### [Supplied information]

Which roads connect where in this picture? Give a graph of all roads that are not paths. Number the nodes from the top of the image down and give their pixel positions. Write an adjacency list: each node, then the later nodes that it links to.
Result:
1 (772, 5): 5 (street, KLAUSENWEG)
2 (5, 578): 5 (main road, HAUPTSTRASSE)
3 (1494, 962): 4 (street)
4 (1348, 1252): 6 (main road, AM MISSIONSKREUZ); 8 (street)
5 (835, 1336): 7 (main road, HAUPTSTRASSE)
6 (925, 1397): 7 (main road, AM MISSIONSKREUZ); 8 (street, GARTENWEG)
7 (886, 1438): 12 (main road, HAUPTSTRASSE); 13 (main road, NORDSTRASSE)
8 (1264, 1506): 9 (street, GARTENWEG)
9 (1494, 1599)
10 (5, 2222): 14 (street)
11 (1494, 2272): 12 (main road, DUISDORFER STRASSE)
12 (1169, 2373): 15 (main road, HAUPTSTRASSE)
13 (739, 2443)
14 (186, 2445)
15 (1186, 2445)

### [Task instructions]
A complete and exact transcription of the material is required.

### [The answer]
Which roads connect where in this picture? Give a graph of all roads that are not paths. Number the nodes from the top of the image down and give their pixel positions. Write an adjacency list: each node, then the later nodes that it links to.
Result:
1 (772, 5): 5 (street, KLAUSENWEG)
2 (5, 578): 5 (main road, HAUPTSTRASSE)
3 (1494, 962): 4 (street)
4 (1348, 1252): 6 (main road, AM MISSIONSKREUZ); 8 (street)
5 (835, 1336): 7 (main road, HAUPTSTRASSE)
6 (925, 1397): 7 (main road, AM MISSIONSKREUZ); 8 (street, GARTENWEG)
7 (886, 1438): 12 (main road, HAUPTSTRASSE); 13 (main road, NORDSTRASSE)
8 (1264, 1506): 9 (street, GARTENWEG)
9 (1494, 1599)
10 (5, 2222): 14 (street)
11 (1494, 2272): 12 (main road, DUISDORFER STRASSE)
12 (1169, 2373): 15 (main road, HAUPTSTRASSE)
13 (739, 2443)
14 (186, 2445)
15 (1186, 2445)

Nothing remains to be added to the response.